You learn a lot more than textbook facts at college.

And for the dear freshmen entering the fray for the first time, I know that going into college can be exhilarating and anxiety-ridden and joyful and terrifying in the same breath. I know independence looks freeing and fascinating and frightening. I know it’s bittersweet to leave behind the comfy familiar and dive into something completely foreign. And I know this whole thing might feel a bit out of control. (And most days, it kind of is.) But you aren’t in this alone. I’ve done the freshman thing. So have lots of people. And we can look back and pass on what we’ve learned, what we hope you’ll learn. So, to the sweet ones heading out into this brand-new world, here is my heart for you.

I hope that you will try stuff. Even the stuff that’s scary. Especially the stuff that’s scary. Try out for the team even if you don’t think you’re good enough. Join the club even if people back home might think it’s lame. Stick with the class even if the syllabus is intimidating. Jump into the Ultimate Frisbee game on the campus green even though you don’t know anyone playing. Dive into every single opportunity that you can.

I hope that you will meet lots of people, and that while doing so you will remain kind and open and authentic, looking for what you can give rather than what you can be given. I also hope that while meeting people, you will not be frustrated when everyone else has someone to sit with at lunch and you haven’t found your people yet. It takes time. You are not hopelessly awkward and annoying and unlovable, so give yourself some grace and take a hearty helping of patience for good measure.

I hope that you will give your roommates a chance, that you will remain flexible and patient even if they have quirky personalities and are not exactly like you and do not put on the toilet paper the right way.

I hope that you will transform your stark dorm into an actual home, surrounding yourself with beauty and comfort and joy. (You’re going to need it after long days in lecture halls.) Post pictures of family or sunsets or Audrey Hepburn or whatever makes you happy. Hang Christmas lights and flip on floor lamps so you don’t rely on nasty fluorescent overheads. Cozy up with blankets and excessive numbers of pillows. Create a space where you can breathe.
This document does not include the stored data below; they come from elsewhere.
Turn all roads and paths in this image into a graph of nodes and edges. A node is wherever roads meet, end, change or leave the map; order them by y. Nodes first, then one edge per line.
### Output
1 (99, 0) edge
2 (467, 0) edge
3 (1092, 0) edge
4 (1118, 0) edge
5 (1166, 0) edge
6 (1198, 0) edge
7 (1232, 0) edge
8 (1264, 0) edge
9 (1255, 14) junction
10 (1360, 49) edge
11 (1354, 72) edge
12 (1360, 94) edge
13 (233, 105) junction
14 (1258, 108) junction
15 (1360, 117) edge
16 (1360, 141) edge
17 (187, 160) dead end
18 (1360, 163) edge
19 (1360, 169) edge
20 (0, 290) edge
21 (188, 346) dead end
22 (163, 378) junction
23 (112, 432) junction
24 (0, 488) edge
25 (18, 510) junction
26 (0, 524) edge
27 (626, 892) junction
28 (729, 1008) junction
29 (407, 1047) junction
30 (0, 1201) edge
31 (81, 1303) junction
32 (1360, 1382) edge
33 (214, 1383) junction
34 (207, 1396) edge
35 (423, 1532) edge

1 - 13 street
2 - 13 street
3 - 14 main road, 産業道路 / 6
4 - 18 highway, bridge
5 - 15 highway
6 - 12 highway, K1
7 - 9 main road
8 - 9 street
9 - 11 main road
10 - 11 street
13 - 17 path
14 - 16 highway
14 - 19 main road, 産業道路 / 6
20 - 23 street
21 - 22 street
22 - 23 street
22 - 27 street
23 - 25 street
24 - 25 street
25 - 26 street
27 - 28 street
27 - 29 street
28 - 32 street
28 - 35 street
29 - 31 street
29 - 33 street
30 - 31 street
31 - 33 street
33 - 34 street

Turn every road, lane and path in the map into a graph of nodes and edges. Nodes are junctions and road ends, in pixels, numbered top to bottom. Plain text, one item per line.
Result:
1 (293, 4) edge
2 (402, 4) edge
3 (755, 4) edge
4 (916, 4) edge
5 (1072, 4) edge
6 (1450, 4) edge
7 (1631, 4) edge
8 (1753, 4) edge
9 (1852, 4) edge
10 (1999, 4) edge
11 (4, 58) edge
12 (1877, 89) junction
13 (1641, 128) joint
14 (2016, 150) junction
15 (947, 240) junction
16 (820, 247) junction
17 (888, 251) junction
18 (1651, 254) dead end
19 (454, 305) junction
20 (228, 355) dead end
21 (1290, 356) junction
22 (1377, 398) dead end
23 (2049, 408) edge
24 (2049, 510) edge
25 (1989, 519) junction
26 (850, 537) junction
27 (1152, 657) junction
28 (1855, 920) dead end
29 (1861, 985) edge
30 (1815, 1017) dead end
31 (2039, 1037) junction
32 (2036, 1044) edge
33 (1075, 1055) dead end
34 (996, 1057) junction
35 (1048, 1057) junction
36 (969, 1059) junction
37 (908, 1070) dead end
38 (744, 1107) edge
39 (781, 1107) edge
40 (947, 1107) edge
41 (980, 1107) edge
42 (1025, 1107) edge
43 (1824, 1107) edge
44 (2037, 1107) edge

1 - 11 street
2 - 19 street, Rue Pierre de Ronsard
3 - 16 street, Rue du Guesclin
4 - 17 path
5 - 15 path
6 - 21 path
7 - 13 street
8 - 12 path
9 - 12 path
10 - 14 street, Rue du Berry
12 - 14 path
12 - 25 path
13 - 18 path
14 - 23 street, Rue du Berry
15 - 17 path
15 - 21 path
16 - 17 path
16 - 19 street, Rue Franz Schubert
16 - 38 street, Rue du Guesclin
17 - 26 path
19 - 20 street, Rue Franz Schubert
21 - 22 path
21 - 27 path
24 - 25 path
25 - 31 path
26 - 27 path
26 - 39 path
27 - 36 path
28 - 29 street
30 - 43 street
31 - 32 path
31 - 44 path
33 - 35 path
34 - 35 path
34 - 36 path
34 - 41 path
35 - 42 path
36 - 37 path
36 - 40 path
I hope that you will call your mom. On a regular basis. Because otherwise she might believe that you have been kidnapped. And also because she cares about you and still wants to be part of your life.

I hope that you will not buy into the comparison game. It’s one that you will not win, for the girl in 8:00 Comp will always wear more Pin-worthy outfits and the boy in the front row will always have better answers and the person lapping you at the track will always run faster. You are not them. Do not try to be them.

I hope that you will not fend off starvation solely with ramen or see sleepiness as nothing more than a call for more coffee. Eat vegetables. Get sleep. Visit the free fitness center every once in a while. Take care of your body. After all, you’re kind of stuck with it.

I hope that you will know that regardless of what happens, it’s going to be okay. Really. It may be two in morning and the paper may be due in your first class and the boy might not have realized you exist yet and you may want to cry or throw up or move back home. But you will make it. Really. No matter what you’re going through, it’s going to be okay.



This post is fondly dedicated to the college freshmen in my life, from my little sister who’s joining me at Northwestern this fall to my friends from work and school and church to the lovely ladies who will be moving into my hall in a few days. Blessings on your new adventure!